> _Requirement_:
Repeat all of the records word for word, but skip any picture.

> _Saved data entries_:
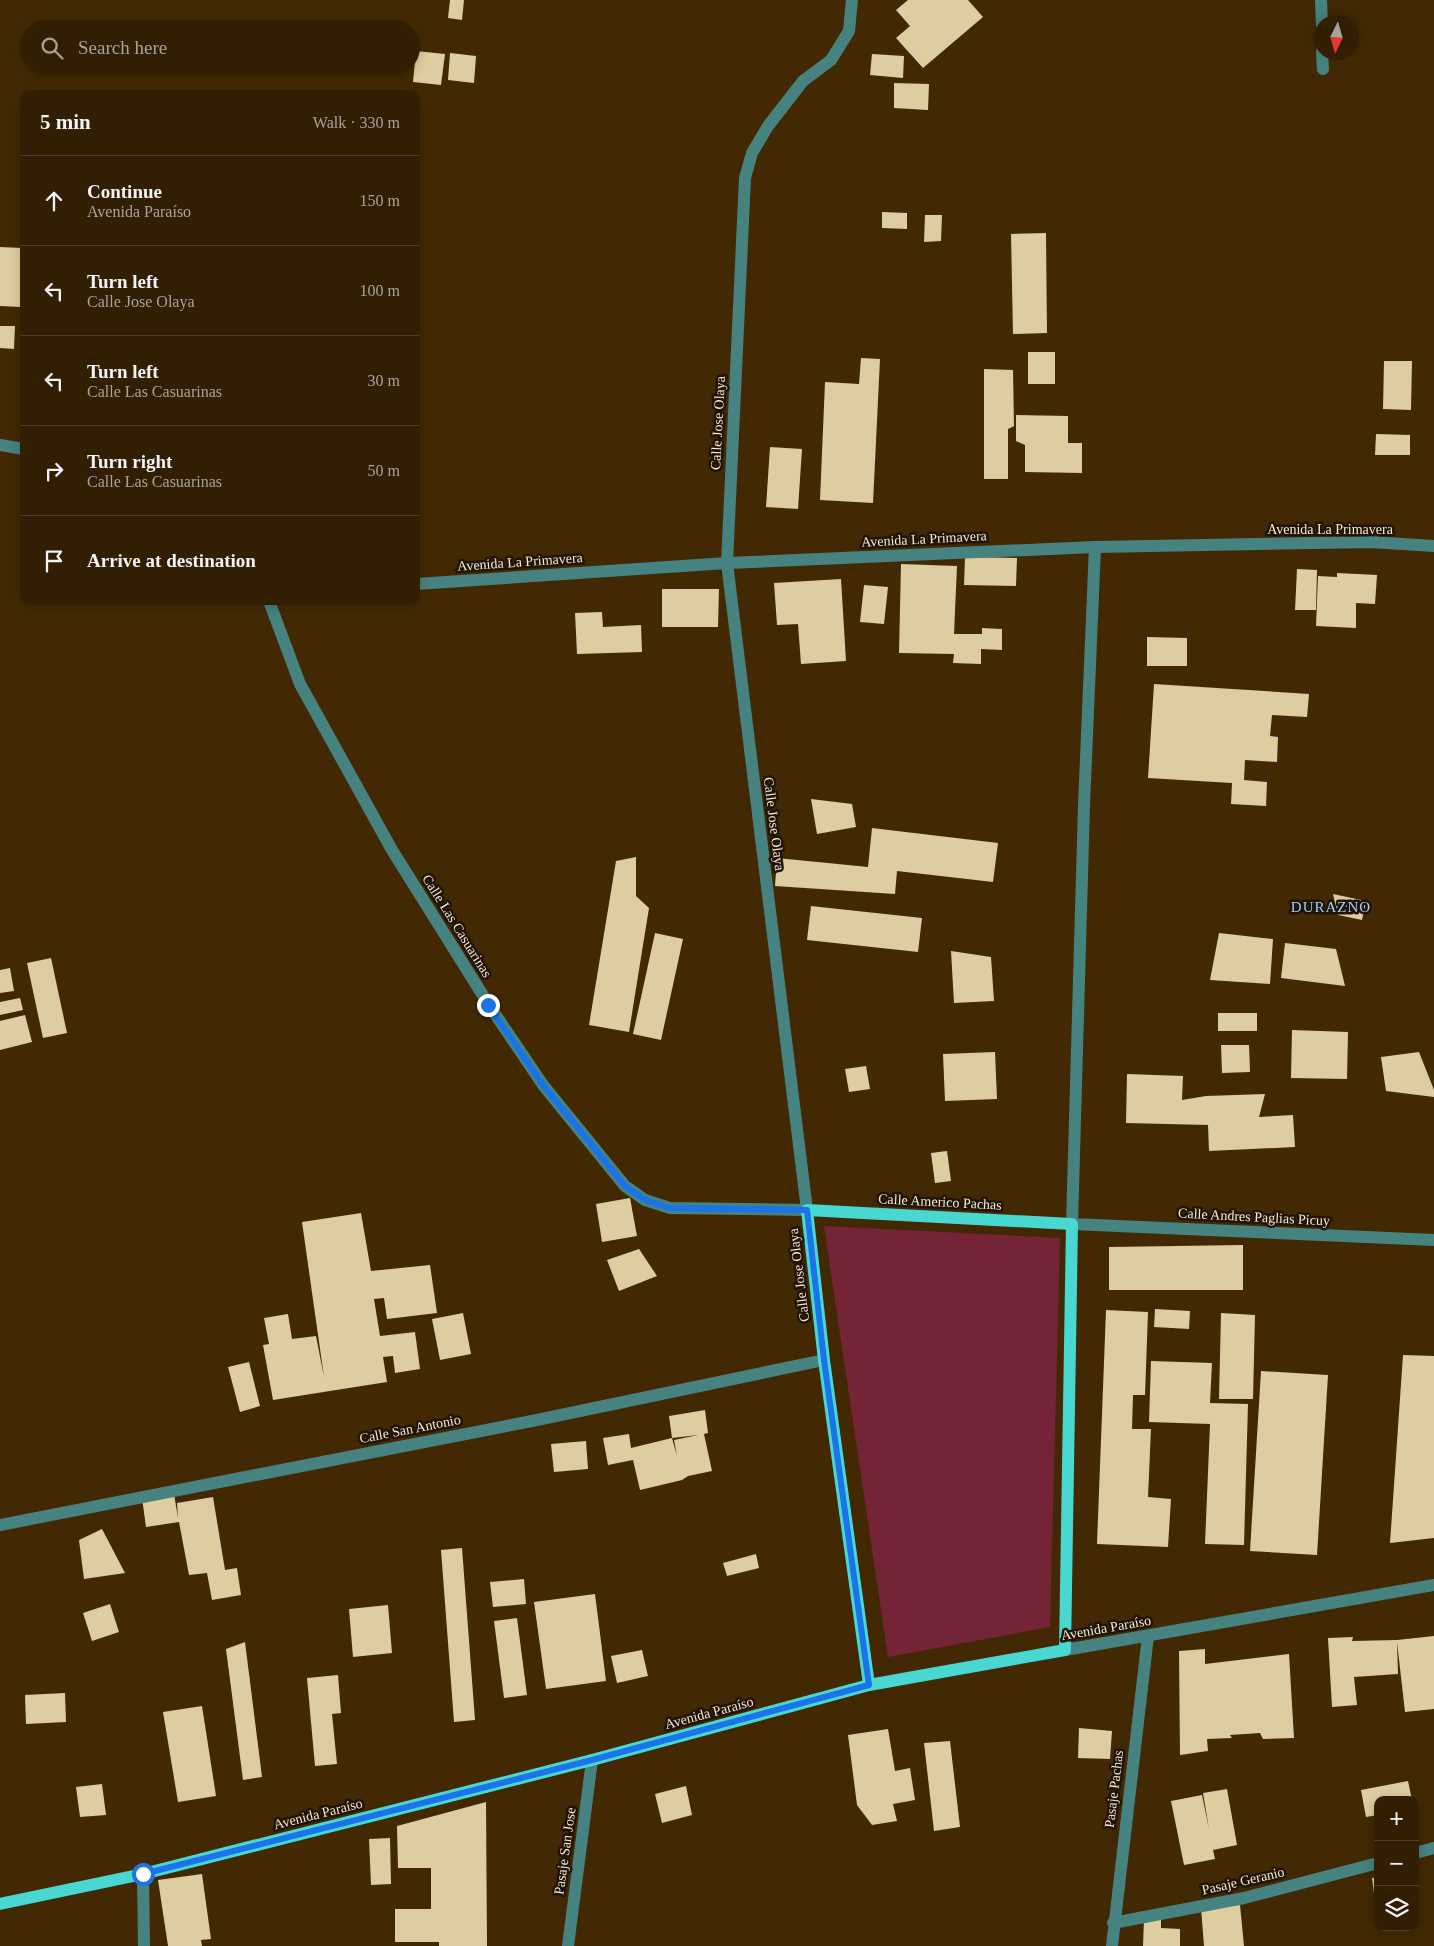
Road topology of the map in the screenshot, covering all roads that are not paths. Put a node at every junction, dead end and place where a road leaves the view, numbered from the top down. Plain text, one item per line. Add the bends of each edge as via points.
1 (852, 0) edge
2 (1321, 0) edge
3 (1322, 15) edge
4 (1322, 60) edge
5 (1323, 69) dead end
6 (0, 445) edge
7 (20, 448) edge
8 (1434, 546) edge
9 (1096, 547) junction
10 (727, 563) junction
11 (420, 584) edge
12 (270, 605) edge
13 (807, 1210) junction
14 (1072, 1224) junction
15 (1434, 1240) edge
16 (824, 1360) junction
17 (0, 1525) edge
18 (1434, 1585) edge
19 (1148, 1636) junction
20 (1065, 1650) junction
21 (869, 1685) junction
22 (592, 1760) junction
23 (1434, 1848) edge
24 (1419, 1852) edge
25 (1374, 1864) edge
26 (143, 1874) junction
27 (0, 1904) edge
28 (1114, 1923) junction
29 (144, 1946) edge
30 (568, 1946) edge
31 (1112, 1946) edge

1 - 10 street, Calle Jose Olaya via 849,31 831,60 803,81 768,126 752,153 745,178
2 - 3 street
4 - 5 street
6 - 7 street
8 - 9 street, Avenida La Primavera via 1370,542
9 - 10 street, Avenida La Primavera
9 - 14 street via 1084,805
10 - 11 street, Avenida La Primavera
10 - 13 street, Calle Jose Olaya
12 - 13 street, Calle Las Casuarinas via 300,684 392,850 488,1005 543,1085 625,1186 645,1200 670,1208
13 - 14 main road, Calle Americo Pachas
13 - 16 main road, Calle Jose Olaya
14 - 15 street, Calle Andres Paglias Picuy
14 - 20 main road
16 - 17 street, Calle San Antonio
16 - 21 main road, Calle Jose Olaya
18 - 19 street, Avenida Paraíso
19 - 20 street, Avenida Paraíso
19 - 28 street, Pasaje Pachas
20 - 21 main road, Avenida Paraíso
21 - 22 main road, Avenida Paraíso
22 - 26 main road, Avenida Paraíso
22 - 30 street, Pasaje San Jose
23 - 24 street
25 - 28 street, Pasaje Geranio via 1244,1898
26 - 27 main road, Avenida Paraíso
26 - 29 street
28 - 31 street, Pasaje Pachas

> _Reply_:
Road topology of the map in the screenshot, covering all roads that are not paths. Put a node at every junction, dead end and place where a road leaves the view, numbered from the top down. Plain text, one item per line. Add the bends of each edge as via points.
1 (852, 0) edge
2 (1321, 0) edge
3 (1322, 15) edge
4 (1322, 60) edge
5 (1323, 69) dead end
6 (0, 445) edge
7 (20, 448) edge
8 (1434, 546) edge
9 (1096, 547) junction
10 (727, 563) junction
11 (420, 584) edge
12 (270, 605) edge
13 (807, 1210) junction
14 (1072, 1224) junction
15 (1434, 1240) edge
16 (824, 1360) junction
17 (0, 1525) edge
18 (1434, 1585) edge
19 (1148, 1636) junction
20 (1065, 1650) junction
21 (869, 1685) junction
22 (592, 1760) junction
23 (1434, 1848) edge
24 (1419, 1852) edge
25 (1374, 1864) edge
26 (143, 1874) junction
27 (0, 1904) edge
28 (1114, 1923) junction
29 (144, 1946) edge
30 (568, 1946) edge
31 (1112, 1946) edge

1 - 10 street, Calle Jose Olaya via 849,31 831,60 803,81 768,126 752,153 745,178
2 - 3 street
4 - 5 street
6 - 7 street
8 - 9 street, Avenida La Primavera via 1370,542
9 - 10 street, Avenida La Primavera
9 - 14 street via 1084,805
10 - 11 street, Avenida La Primavera
10 - 13 street, Calle Jose Olaya
12 - 13 street, Calle Las Casuarinas via 300,684 392,850 488,1005 543,1085 625,1186 645,1200 670,1208
13 - 14 main road, Calle Americo Pachas
13 - 16 main road, Calle Jose Olaya
14 - 15 street, Calle Andres Paglias Picuy
14 - 20 main road
16 - 17 street, Calle San Antonio
16 - 21 main road, Calle Jose Olaya
18 - 19 street, Avenida Paraíso
19 - 20 street, Avenida Paraíso
19 - 28 street, Pasaje Pachas
20 - 21 main road, Avenida Paraíso
21 - 22 main road, Avenida Paraíso
22 - 26 main road, Avenida Paraíso
22 - 30 street, Pasaje San Jose
23 - 24 street
25 - 28 street, Pasaje Geranio via 1244,1898
26 - 27 main road, Avenida Paraíso
26 - 29 street
28 - 31 street, Pasaje Pachas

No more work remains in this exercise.